この光景を見られる前に、全てのかたをつける。そんな気持ちでフロードスクウェアを構える守は、唾を呑み込むと力強く廊下を蹴る。割れたガラスの破片を踏みしめる音が聞こえ、それに鬼獣が反応し振り返る。
だが、その瞬間にはフロードスクウェアが鬼獣目掛けて振り下ろされていた。鋭い刃に鬼獣は驚き全身の電気を、一気に放電する。フロードスクウェアが、激しく電撃とぶつかりあい眩い光が校舎の中を駆け巡る。守も彩もその光に目を塞いでいた。
「ウウウッ!」
「ガアアアアッ!」
鬼獣の声が響くと、同時に雷鳴が町中に轟き稲妻が天高く上った。それは、傍から見れば、まるで学校に稲妻が落ちたかのようだった。学校中の窓ガラスが砕かれ、屋上からは黒煙が立ち上っていた。
「ウウッ……」
『ガハッ……。貴様、この俺を……』
掠れた声でフロードスクウェアがそんな事を呟く。その場に座り込んだままの守は、全身の力が抜けた様な感じで体がだるかった。制服は所々焦げているため焦げ臭いニオイが漂い、壁も床も天井も所々真っ黒にこげている。そのこげた廊下の向かいには壁に体を打ちつけたのか、壁にもたれて気を失っている彩の姿があった。彩の制服も微かに焦げている。
「う〜っ。じぬがとおもっだ」
立ち上がり衣服を叩きながらそう呟く守は、廊下に横たわるフロードスクウェアに目を落す。こいつ、どうしたら元に戻るんだ? などと、考えていると、悲鳴が聞こえた。
「キャーッ!」
「今の声は、皆川さん!」
もう、考えている余裕も無く守は悲鳴のした方に走りだした。丁度、角を曲がり階段を下りようとした所に少女が一人すわりこんでいる。

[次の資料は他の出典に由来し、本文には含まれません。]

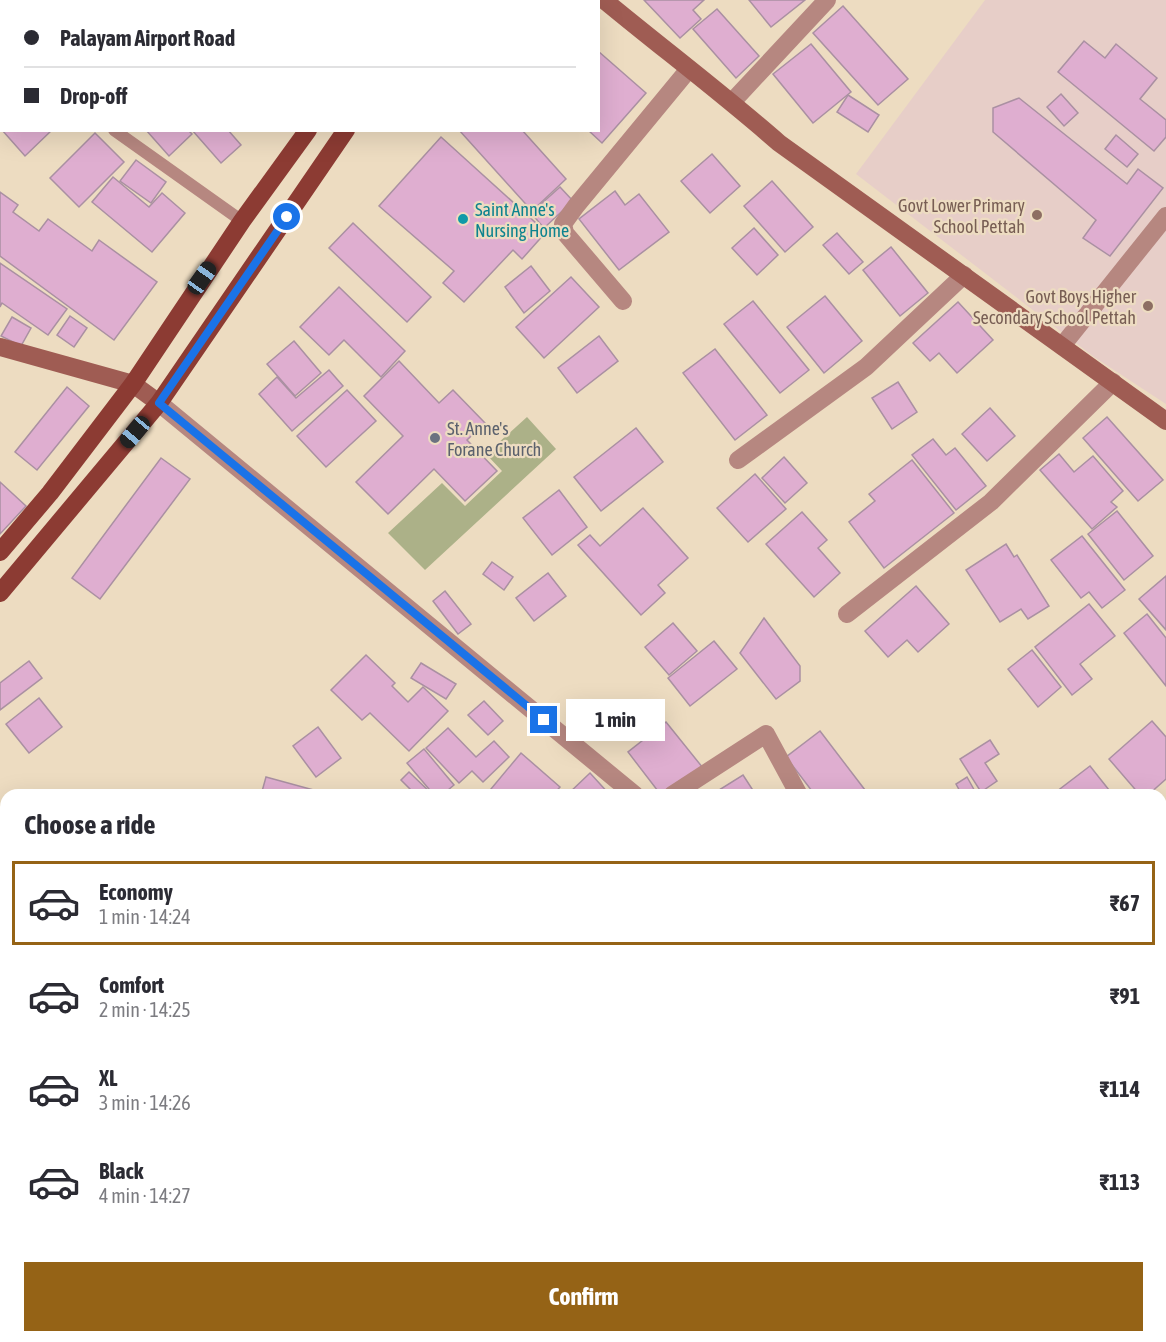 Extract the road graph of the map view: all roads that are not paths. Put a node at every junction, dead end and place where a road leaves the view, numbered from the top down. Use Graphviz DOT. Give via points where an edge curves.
graph roads {
  1 [pos="604,0"];
  2 [pos="827,0"];
  3 [pos="689,69"];
  4 [pos="732,102"];
  5 [pos="117,132"];
  6 [pos="307,132"];
  7 [pos="345,132"];
  8 [pos="1166,216"];
  9 [pos="242,221"];
  10 [pos="964,275"];
  11 [pos="623,301"];
  12 [pos="1062,346"];
  13 [pos="0,347"];
  14 [pos="1113,382"];
  15 [pos="133,384"];
  16 [pos="159,403"];
  17 [pos="1166,421"];
  18 [pos="738,460"];
  19 [pos="0,552"];
  20 [pos="0,593"];
  21 [pos="847,614"];
  22 [pos="628,789"];
  23 [pos="681,789"];
  24 [pos="796,789"];
  1 -- 3 [label="street"];
  2 -- 4 [label="street"];
  3 -- 4 [label="street"];
  3 -- 11 [label="street" via="563,224 565,233"];
  4 -- 10 [label="street" via="779,142"];
  5 -- 9 [label="lane"];
  6 -- 9 [label="main road"];
  7 -- 16 [label="main road"];
  8 -- 12 [label="street"];
  9 -- 15 [label="main road"];
  10 -- 12 [label="street"];
  10 -- 18 [label="street" via="866,367"];
  12 -- 14 [label="street"];
  13 -- 15 [label="street"];
  14 -- 17 [label="street"];
  14 -- 21 [label="street" via="991,502"];
  15 -- 16 [label="street"];
  15 -- 19 [label="main road" via="50,494"];
  16 -- 20 [label="main road"];
  16 -- 22 [label="street"];
  23 -- 24 [label="street" via="766,734"];
} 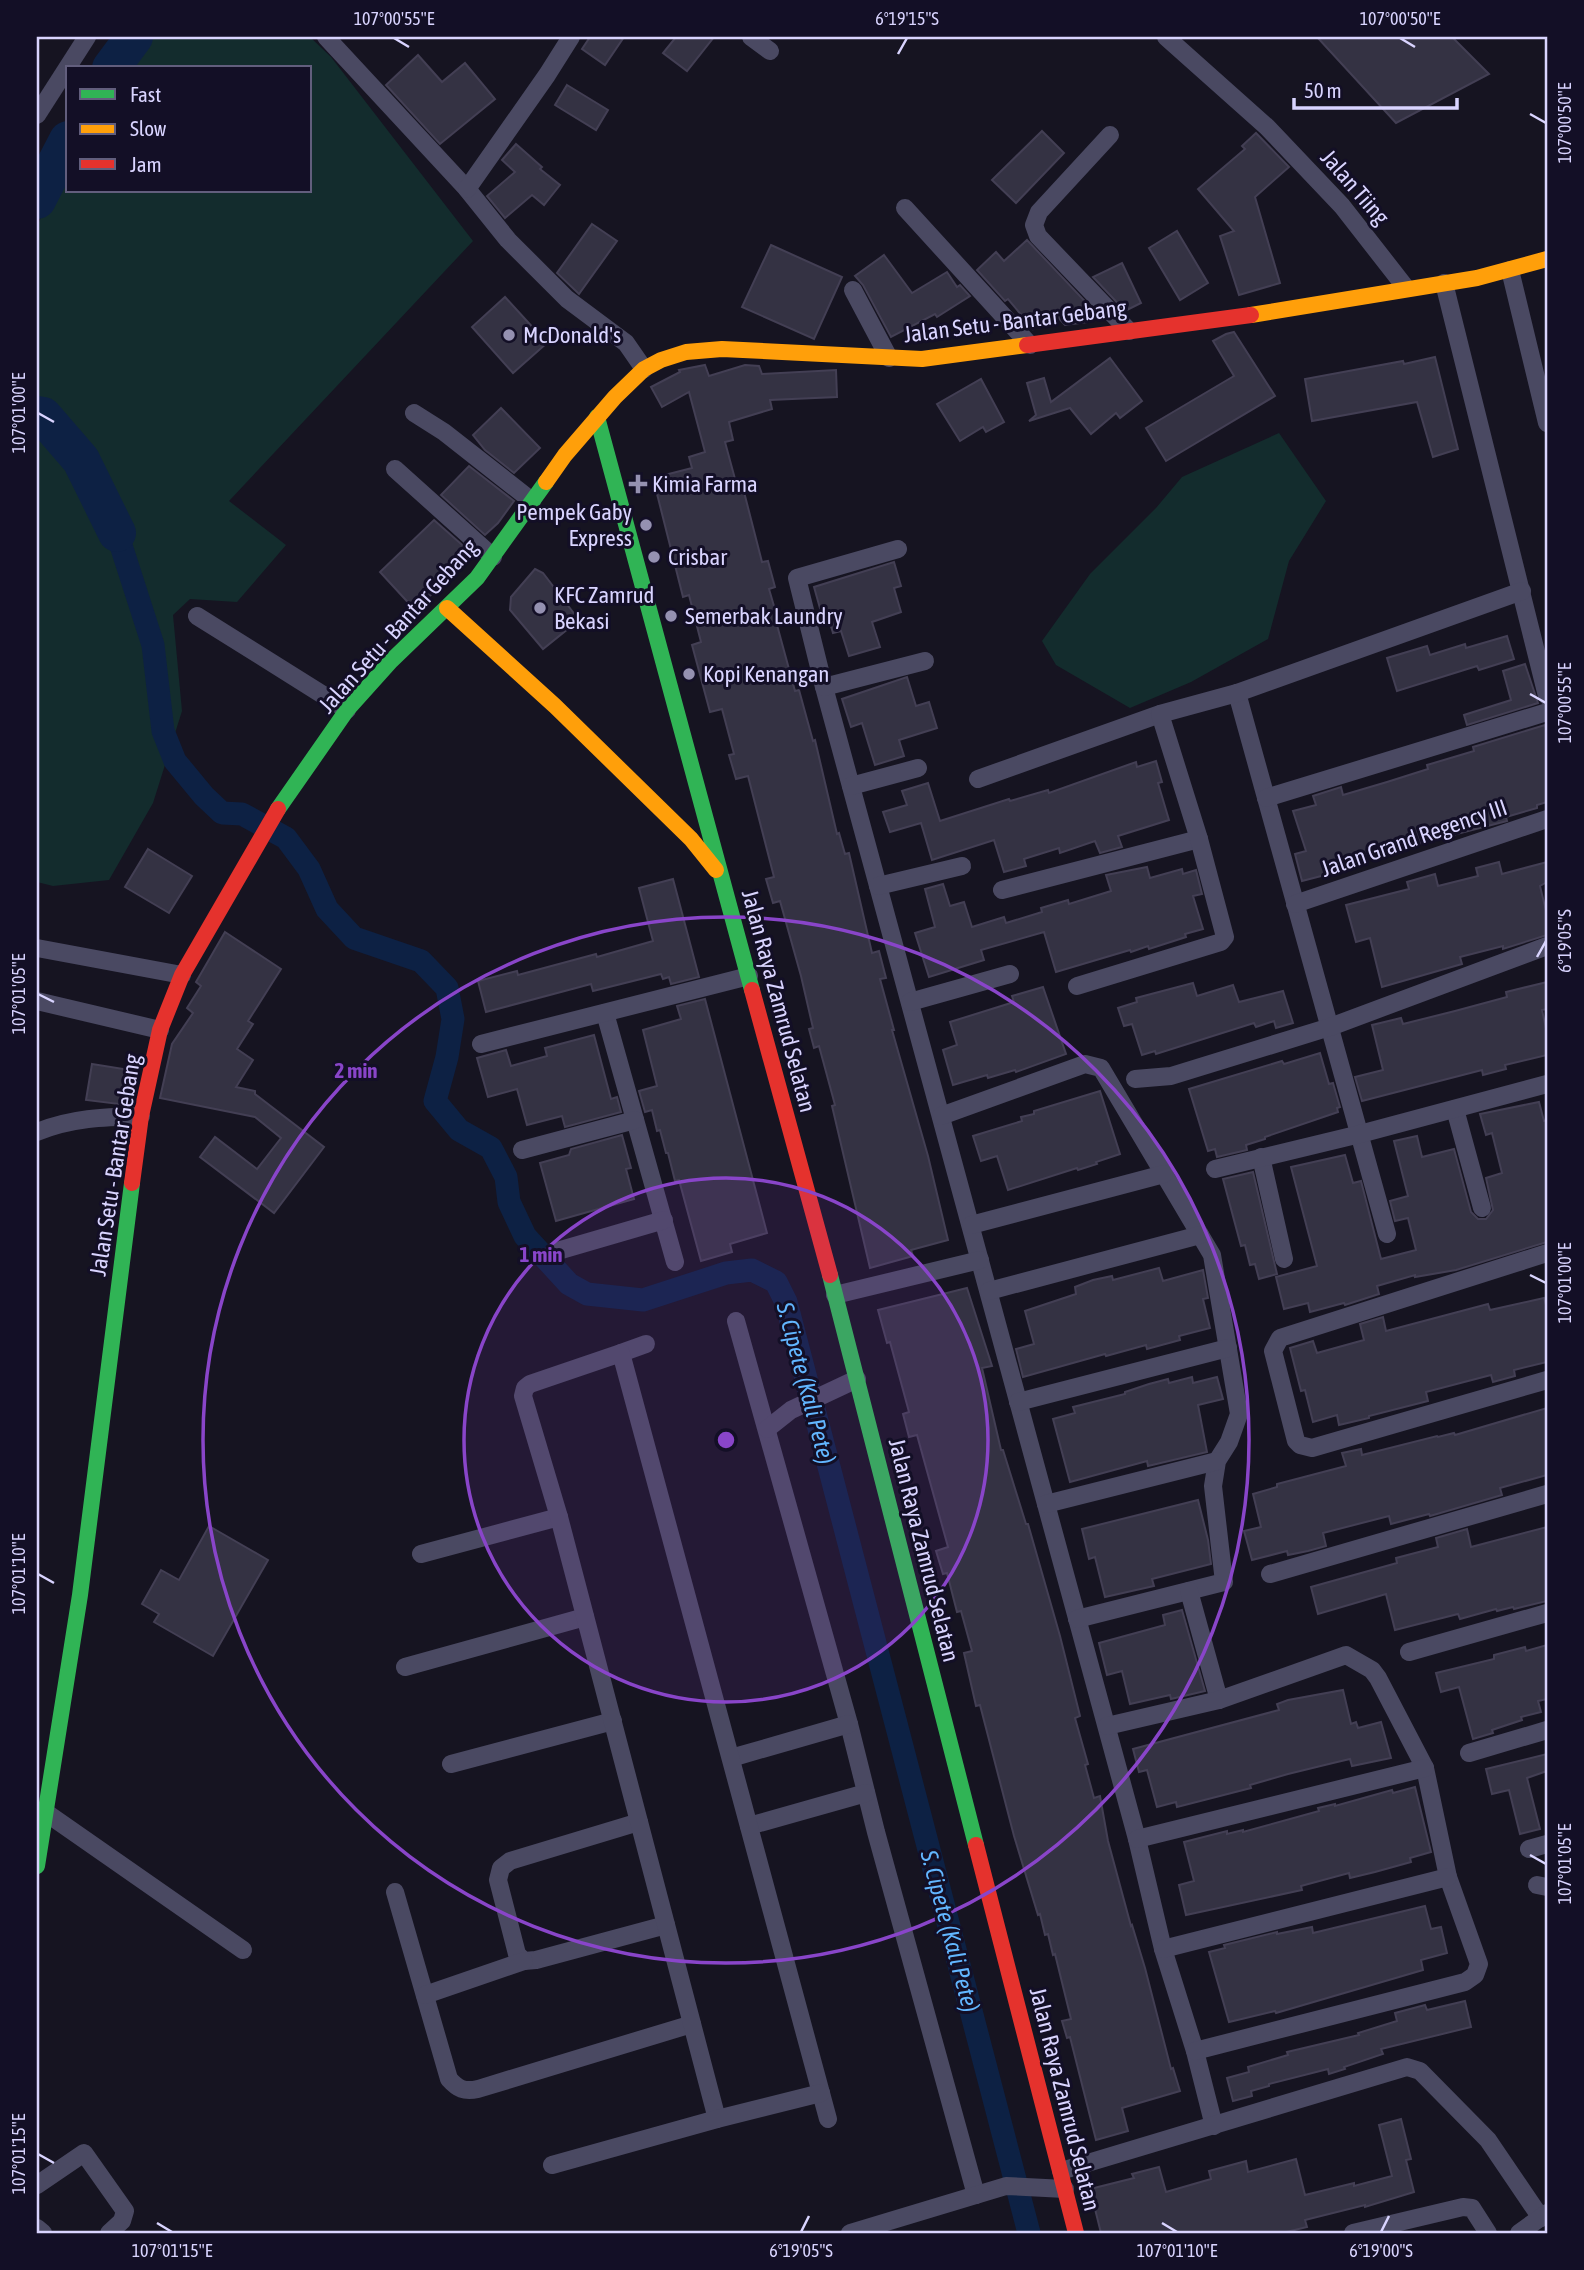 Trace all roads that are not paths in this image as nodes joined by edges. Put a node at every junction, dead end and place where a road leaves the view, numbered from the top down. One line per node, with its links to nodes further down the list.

何が起こったのか分からないが、守は傍に駆け寄り声を掛けた。
「な、何があったんです?」
「い、今、犬の様な姿の化物が……」
「それって、さっきの……」
目を細め考えていると、背後からいきなり彩に殴られた。頭部を殴られ、意識を失いそうになった守だったが、それを持ち直し振り返った。ニコニコと笑顔を見せる彩の右手には小さくなったフロードスクウェアが元のネックレスの形に戻っていた。それを受け取る守は、不満そうな表情を浮かべると彩に近付き小さな声で言う。
「痛いじゃないか! 転入生!」
「あのね。フロードスクウェアは、あなたのサポートアームズでしょ。もっと大切にしなさい。それから、私とあなたの事は誰にも言っちゃ駄目よ! 分かった」
「何故、言っちゃいかん?」
「決まってるでしょ? 色々と面倒だからよ」
彩はそう言って、少女の方に顔を向け言う。
「凄い雷でしたね。窓ガラスも全部割れちゃって」
「今の……。雷なの? でも、犬の様な化物が」
「見間違いよ。ほら、雷でビックリしてただの犬が化物の様に見えただけですよ」
「そうなんですか?」
「そうですよ。私、二組の水島 彩です。よろしく」
「二組ですか。私は一組の皆川 奈菜です」
この場面で自己紹介なんてするか? と、守は思いながら二人を見ていたが、そんな事よりも、これを雷が落ちたと言って誤魔化せるだろうか? と、不安が過ぎっていた。